14. USE THE WORD OF GOD: In answering the temptations of Satan in the wilderness, Christ used the Scriptures. In the preaching of the apostles in the book of Acts, the Old Testament was used. Jeremiah says, “Is not My word like a fire? saith the Lord; and like hammer that breaks the rock in pieces" (Jeremiah 23:29)
Many have used established methods of presenting God's salvation plan with great success. One of the best known is called “The Romans Road”— 3:10; 3:23; 5:8; 6:23; 10:9. Many use this outline but add variations. It’s good to have an outline to keep you on track; then other verses can be added to suit the individual's need.

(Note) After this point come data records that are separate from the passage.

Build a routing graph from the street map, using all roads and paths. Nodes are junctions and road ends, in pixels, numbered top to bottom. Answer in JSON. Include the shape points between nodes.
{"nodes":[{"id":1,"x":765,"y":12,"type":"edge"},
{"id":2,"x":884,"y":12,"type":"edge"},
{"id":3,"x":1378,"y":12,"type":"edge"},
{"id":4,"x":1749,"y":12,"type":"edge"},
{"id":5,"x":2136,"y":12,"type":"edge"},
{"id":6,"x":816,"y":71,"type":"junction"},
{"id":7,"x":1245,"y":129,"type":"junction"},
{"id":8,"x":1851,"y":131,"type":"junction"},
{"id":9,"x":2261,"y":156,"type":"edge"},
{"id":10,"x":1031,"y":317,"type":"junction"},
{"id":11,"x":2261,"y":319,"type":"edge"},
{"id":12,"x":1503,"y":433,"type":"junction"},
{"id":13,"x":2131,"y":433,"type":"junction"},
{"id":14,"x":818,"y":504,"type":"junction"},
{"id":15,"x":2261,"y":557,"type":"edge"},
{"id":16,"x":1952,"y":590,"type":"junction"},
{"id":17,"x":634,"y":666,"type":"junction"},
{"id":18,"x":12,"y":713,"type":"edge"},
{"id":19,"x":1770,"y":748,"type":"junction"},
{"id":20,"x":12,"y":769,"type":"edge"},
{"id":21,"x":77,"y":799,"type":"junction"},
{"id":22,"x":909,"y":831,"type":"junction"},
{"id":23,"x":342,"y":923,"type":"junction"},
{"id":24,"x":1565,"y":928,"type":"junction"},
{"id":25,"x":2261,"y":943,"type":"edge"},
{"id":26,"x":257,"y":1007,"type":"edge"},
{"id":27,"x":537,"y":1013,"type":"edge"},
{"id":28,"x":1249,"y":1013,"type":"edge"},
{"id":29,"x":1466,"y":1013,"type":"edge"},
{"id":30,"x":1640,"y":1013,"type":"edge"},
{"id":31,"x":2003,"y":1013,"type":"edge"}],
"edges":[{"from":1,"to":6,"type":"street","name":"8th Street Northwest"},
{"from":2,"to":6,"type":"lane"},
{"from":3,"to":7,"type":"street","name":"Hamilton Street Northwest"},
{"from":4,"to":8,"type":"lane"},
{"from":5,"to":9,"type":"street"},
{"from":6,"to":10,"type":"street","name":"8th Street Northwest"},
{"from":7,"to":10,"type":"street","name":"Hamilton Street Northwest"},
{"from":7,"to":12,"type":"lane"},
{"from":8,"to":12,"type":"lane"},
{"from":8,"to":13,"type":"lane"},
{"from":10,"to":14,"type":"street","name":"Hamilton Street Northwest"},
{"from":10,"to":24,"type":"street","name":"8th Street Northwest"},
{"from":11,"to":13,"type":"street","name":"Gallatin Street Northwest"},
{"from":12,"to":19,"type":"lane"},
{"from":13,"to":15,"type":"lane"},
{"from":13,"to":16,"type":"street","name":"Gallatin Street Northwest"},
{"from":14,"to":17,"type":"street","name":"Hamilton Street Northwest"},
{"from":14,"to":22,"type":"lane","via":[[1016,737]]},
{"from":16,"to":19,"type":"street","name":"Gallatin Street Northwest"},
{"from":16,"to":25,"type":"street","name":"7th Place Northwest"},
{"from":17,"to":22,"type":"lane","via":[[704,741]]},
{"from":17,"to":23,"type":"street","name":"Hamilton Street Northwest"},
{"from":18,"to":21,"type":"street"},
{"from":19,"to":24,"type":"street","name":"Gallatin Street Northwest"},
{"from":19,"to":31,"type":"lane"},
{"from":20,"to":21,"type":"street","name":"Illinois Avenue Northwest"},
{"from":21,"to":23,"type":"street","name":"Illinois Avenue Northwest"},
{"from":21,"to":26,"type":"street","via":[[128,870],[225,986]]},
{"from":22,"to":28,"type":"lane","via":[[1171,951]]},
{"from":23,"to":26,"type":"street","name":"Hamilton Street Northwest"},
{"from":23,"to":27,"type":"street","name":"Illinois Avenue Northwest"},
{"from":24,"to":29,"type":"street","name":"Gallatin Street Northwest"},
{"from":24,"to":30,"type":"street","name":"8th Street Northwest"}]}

One fatal mistake is to be accusative: “You need to know that you are a sinner.” They will usually become defensive rather than receptive. Instead, have them read, “There is none righteous, no, not one” (3:10); “For all have sinned, and come short of the glory of God” (3:23). Then say, “We’ve all sinned, haven't we?” More will admit being a sinner when we include ourselves. Otherwise, they conclude that we think that we re holier than they, and unfairly judgmental.
Use illustrations for emphasis and explanation. For example, one way to illustrate the nature of sin: “Suppose we had a ten-gallon jug of pure water and someone poured a cup of poison into it. Would you drink it? Of course not. Sin is like poison. One small amount will pollute us, making us unclean and unfit for heaven.”